Some 516 members of the 596-strong legislature have signed forms nominating Al Sissi , Mohammad Nuseir, the assembly’s deputy secretary-general, said.

An electoral commission has scheduled the presidential polls for March 26-28.

Candidacy registration is slated for January 20-29.

Accordion to the Egyptian constitution, a presidential hopeful must secure endorsements of 20 members of parliament or 25,000 voters from at least 15  from the country’s 27 governorates to be an eligible candidate.

Potential contenders have this week complained that the “short” registration duration and campaigning time make it difficult for them to collect the required endorsements and compete in "fair" polls.

The parliament is dominated by backers of Al Sissi, who has been governing Egypt since 2014. 

Since the timetable of the election process was announced on Monday, the local media has carried images of parliamentarians signing pro-Sissi endorsements.
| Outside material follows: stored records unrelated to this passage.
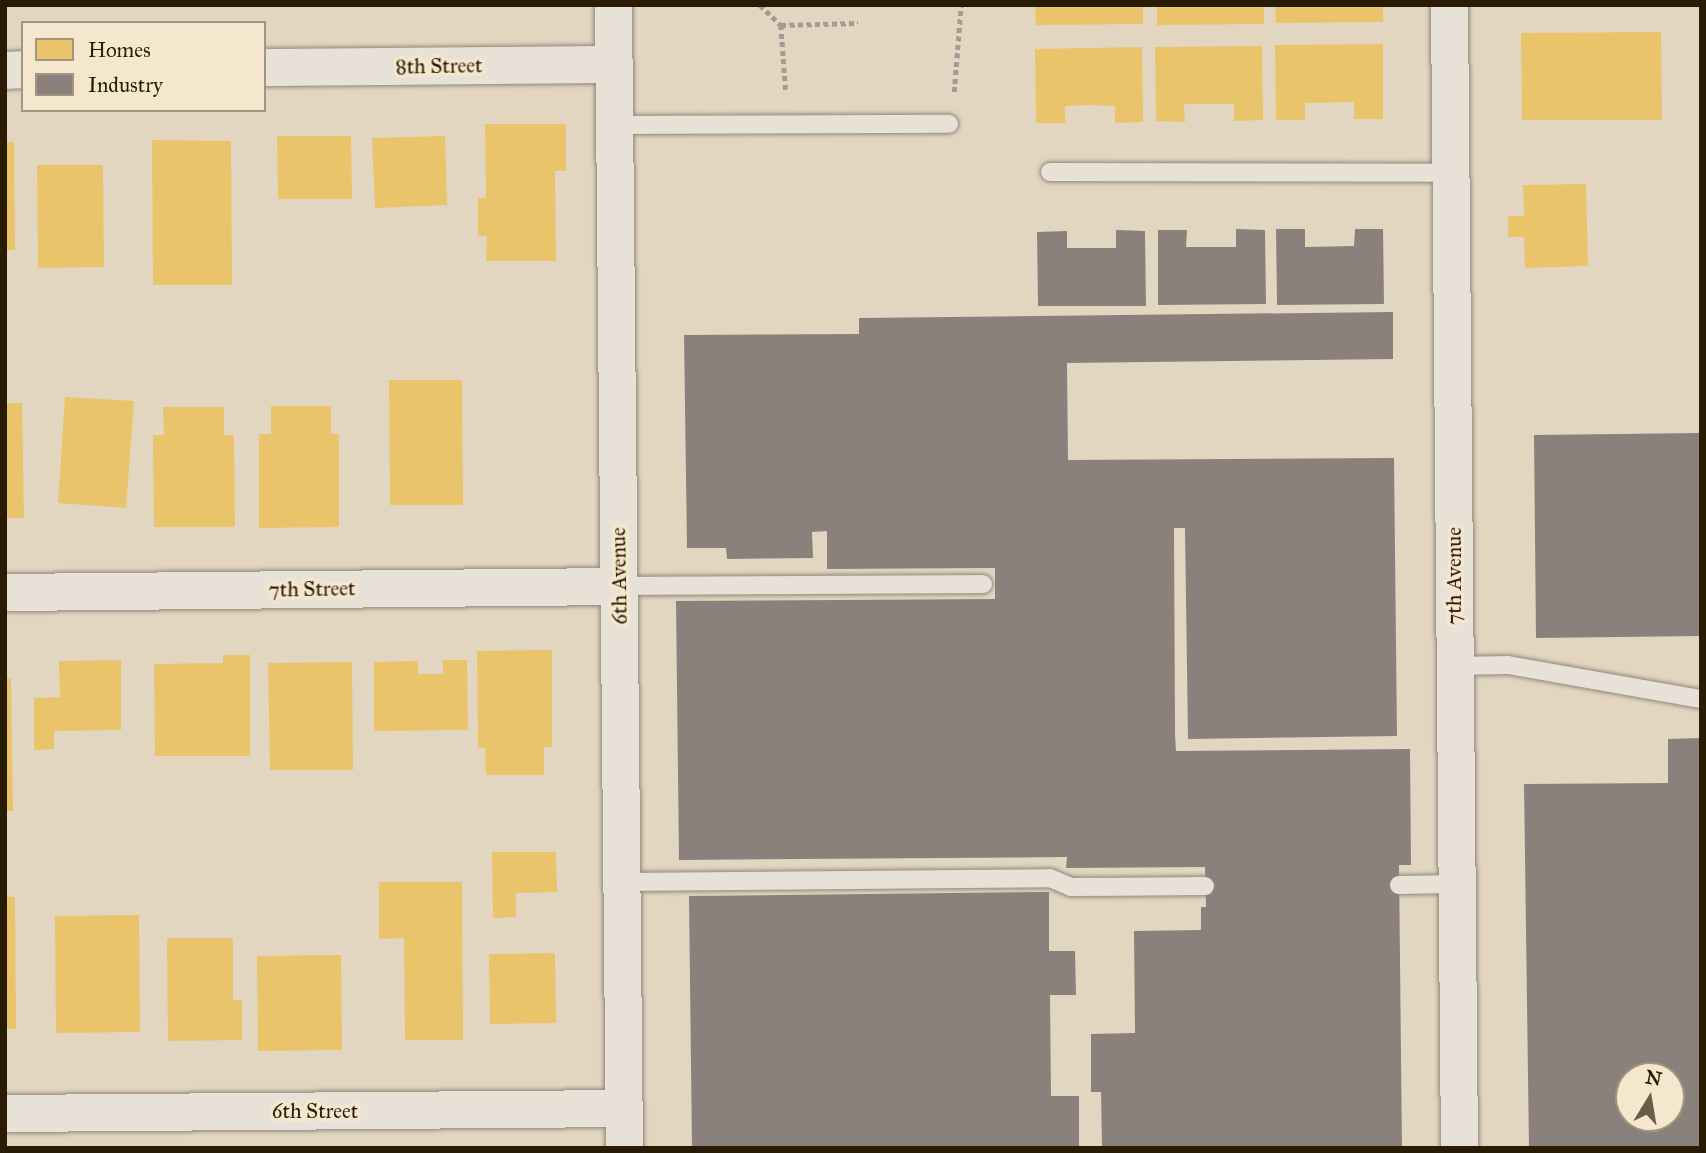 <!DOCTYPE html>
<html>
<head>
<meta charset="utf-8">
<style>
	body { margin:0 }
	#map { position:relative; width:1706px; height:1153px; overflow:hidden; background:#e2d6c1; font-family:"IM FELL Great Primer",serif }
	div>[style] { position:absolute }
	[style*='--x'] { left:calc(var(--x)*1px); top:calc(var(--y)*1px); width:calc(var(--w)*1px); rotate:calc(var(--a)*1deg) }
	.homes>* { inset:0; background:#e9c46a }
	.industry>* { inset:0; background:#8a817c }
	.path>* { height:4.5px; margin-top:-2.25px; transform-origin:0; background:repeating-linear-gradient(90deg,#a39c92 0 5px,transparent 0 8.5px) }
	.roads { filter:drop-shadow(0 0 2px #90887a) drop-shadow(0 0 2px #90887a) }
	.lane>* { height:18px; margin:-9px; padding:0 9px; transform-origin:9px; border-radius:9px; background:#e7e1d7 }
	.street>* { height:37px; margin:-18.5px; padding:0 18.5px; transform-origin:18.5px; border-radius:18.5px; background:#e7e1d7 }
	span { translate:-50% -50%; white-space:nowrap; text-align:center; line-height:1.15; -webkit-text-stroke:7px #f5e7ce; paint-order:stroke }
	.street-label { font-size:21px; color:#2a1b05 }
	.frame { position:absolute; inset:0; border:7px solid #2a1b05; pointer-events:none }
	.legend { position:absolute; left:21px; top:21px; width:245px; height:91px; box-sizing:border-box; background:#f5e7ce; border:2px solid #a4957e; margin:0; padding:9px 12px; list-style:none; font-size:21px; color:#2a1b05 }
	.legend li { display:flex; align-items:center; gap:14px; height:35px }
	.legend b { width:35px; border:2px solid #a4957e }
	.north { position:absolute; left:1615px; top:1062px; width:70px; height:70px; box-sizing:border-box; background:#f5e7ce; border:2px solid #a4957e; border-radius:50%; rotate:11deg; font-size:19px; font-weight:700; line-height:28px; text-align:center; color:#2a1b05 }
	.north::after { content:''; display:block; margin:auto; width:24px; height:32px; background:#6a5c47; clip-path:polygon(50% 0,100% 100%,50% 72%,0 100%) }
</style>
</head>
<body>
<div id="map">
	<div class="homes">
		<i style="clip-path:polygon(1035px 5px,1143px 5px,1143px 24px,1036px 25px)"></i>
		<i style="clip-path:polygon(1157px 5px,1264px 5px,1264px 24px,1157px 25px)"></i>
		<i style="clip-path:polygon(1275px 5px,1383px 5px,1383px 22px,1276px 23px)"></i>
		<i style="clip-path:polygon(1661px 32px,1662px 120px,1522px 120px,1521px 33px)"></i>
		<i style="clip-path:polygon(1383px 44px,1383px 119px,1354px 119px,1354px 102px,1305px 103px,1305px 120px,1276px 120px,1275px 45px)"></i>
		<i style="clip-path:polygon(1262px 46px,1263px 120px,1234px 121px,1234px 104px,1184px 104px,1185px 122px,1156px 121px,1155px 47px)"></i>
		<i style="clip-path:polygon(1142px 47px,1143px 122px,1115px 123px,1115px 106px,1090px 105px,1065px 106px,1065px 123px,1036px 123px,1035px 49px)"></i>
		<i style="clip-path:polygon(485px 124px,566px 124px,566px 171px,555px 171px,556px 261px,486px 261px,487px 236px,478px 236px,478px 198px,486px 198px)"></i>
		<i style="clip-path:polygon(277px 136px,351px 136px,352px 199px,278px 199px)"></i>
		<i style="clip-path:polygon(445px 136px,447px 205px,375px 208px,372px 138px)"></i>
		<i style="clip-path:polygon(152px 140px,231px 141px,232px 285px,153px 285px)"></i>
		<i style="clip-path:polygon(5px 142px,14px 142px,15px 250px,5px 250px)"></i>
		<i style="clip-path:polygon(37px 165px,103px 165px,104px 267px,38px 268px)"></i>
		<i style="clip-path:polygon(1586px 184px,1588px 266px,1525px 268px,1524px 237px,1508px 237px,1508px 216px,1524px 216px,1523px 185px)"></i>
		<i style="clip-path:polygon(389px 380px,462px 380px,463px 505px,390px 505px)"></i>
		<i style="clip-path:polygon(65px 397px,134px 401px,126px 508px,58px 503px)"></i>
		<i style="clip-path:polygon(5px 403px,22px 403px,24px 518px,5px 518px)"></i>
		<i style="clip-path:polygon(271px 406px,331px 406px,331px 434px,339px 434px,339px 527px,259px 528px,259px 434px,271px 434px)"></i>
		<i style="clip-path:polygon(163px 407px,224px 407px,224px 435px,234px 435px,235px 527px,154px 527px,153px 435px,164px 435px)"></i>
		<i style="clip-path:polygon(552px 650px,552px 747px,544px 747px,544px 775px,486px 775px,485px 748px,478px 748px,477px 651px)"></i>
		<i style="clip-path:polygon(223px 655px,250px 655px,250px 756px,155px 756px,154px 664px,223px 663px)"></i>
		<i style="clip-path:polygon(121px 660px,121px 730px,54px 731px,54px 749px,34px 750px,34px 698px,60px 697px,59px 661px)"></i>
		<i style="clip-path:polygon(443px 660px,467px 660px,468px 730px,374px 731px,374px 662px,418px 661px,418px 674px,443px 674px)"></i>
		<i style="clip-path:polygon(352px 662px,353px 770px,270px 770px,268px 663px)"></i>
		<i style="clip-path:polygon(5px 678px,11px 678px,13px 811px,5px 811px)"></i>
		<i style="clip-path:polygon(492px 852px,556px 852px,557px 892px,516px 893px,516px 917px,493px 918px)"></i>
		<i style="clip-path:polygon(379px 882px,462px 882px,463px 1040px,405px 1040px,404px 938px,379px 939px)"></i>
		<i style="clip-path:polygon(5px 897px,15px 897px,16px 1029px,5px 1029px)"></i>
		<i style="clip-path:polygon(139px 915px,140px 1032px,56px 1033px,55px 916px)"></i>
		<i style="clip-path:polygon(167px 938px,233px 938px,233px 1000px,242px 1000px,242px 1040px,168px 1041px)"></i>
		<i style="clip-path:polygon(555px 953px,556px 1023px,490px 1024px,489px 954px)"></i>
		<i style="clip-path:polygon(341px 955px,342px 1050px,258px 1051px,257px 956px)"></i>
	</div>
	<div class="industry">
		<i style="clip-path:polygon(1236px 229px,1265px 230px,1266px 304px,1158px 305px,1158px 230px,1187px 230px,1186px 247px,1236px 247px)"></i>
		<i style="clip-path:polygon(1276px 229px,1305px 229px,1305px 247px,1354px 246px,1355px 229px,1383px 229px,1384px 304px,1277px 305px)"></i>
		<i style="clip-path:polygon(1116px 230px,1145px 231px,1146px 306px,1038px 306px,1037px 232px,1067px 231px,1067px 248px,1116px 248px)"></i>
		<i style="clip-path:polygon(1393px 312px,1393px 359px,1067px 363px,1068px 460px,1394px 458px,1397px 736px,1188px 739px,1185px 528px,1174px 528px,1175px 734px,1176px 751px,1410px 749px,1411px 865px,1399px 865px,1402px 1148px,1102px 1148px,1101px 1092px,1091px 1092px,1091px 1034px,1135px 1033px,1134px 931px,1201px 930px,1201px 907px,1206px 907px,1205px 867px,1066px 868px,1067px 857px,679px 860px,676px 601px,995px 599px,995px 568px,827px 569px,827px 531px,812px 532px,813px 558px,727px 559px,726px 548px,687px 548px,684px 335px,859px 334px,859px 318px)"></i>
		<i style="clip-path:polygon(1701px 433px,1701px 636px,1536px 638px,1534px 435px)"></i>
		<i style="clip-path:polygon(evenodd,1701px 738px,1701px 1148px,1529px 1148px,1524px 784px,1668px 783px,1668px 739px,1701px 738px,1629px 1076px,1671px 1076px,1671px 1118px,1629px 1118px,1629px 1076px)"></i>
		<i style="clip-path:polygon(1049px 892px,1049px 951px,1075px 951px,1076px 995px,1050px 995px,1051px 1096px,1079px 1096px,1079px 1148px,692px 1148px,689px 896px)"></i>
	</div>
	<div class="path">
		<i style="--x:760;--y:5;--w:29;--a:44"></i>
		<i style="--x:781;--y:25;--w:68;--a:85.8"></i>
		<i style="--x:781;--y:25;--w:77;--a:-1.5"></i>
		<i style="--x:954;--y:92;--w:87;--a:-85.4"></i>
	</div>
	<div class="roads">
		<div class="lane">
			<i style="--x:615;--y:125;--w:334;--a:-0.2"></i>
			<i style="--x:1050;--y:172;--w:400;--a:0.1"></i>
			<i style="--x:619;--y:586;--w:364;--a:-0.3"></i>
			<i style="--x:1454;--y:666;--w:54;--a:-1.1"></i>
			<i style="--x:1508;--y:665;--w:196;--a:10"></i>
			<i style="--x:622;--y:882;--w:428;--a:-0.5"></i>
			<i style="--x:1050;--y:878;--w:23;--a:23"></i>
			<i style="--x:1071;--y:887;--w:134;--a:-0.4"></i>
			<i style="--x:1399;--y:885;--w:57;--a:-1"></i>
		</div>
		<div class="street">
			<i style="--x:613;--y:5;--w:1143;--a:89.45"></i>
			<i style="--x:1449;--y:5;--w:1143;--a:89.5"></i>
			<i style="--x:264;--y:67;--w:350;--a:-0.5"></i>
			<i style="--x:5;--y:70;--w:18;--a:-3"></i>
			<i style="--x:5;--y:592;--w:614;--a:-0.56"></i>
			<i style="--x:5;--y:1113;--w:619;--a:-0.46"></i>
		</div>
	</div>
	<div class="street-label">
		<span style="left:439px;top:66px;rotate:-1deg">8th Street</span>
		<span style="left:619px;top:576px;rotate:-91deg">6th Avenue</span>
		<span style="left:1454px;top:576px;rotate:-90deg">7th Avenue</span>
		<span style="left:312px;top:589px;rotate:-1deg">7th Street</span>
		<span style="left:315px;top:1111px">6th Street</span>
	</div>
	<div class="frame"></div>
	<ul class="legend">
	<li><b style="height:19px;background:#e9c46a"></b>Homes</li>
	<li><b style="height:19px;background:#8a817c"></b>Industry</li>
	</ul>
	<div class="north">N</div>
</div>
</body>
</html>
“The deputies are convicted that the president [Al Sissi] has started the march of comprehensive reform and he has to complete it,” MP Mahmoud Al Sherif, who signed the endorsement, said in media remarks.

Al Sissi has not yet formally said he will seek a second and final term in office. But he is widely speculated to run in the elections and score a comfortable win.

Al Sissi, an ex-defence minister, swept the 2014 two-candidate elections that pitted him against leading leftist Hamdeen Sabahi.

Al Sissi is unlikely to face tough challengers in the upcoming polls.

Opposition lawyer Khalid Ali has announced a bid to run for president, but condemned what he called the "unfair" election timetable. Ali’s bid is at stake as he was sentenced in September to three months in prison on charges of public indecency. He has appealed the sentence, claiming the case is politically motivated. If he is finally convicted, he could be disqualified from the presidential race.

EX-MP, Mohammad Al Sadat, a nephew of late president Anwar Al Sadat, has hinted that he might vie in the upcoming polls.

The young Sadat, who was expelled from the parliament last month, said he had written to the head of the legislature to allow.

him to come to the assembly in order to collect the necessary endorsements to stand for president.

The  Arab Egypt Party, which is not represented in the parliament, Thursday  said it nominated its founder Samy Anan, an ex-chief of the army staff, to compete in the presidential elections. Anan, 69, has not yet accepted the nomination. 

The opposition has 15 members in the parliament and it is not clear yet if any presidential hopeful will get the required backing from lawmakers.

The opposition bloc said they have not been approached by any potential contender for their backing.

“The grouping’s decision to support any candidate will be collectively taken,” opposition MP Haytham Al Hariri said.

Earlier this week, ex-prime minister Ahmad Shafiq renounced a plan to stand for president, more than a month after he announced the bid while he was staying in the United Arab Emirates.

Both Shafiq and Ali unsuccessfully contested Egypt’s 2012 presidential elections won by Mohammad Mursi of the Muslim Brotherhood. In 2013, the army, then led by Al Sissi, toppled Mursi following enormous street protests against his rule.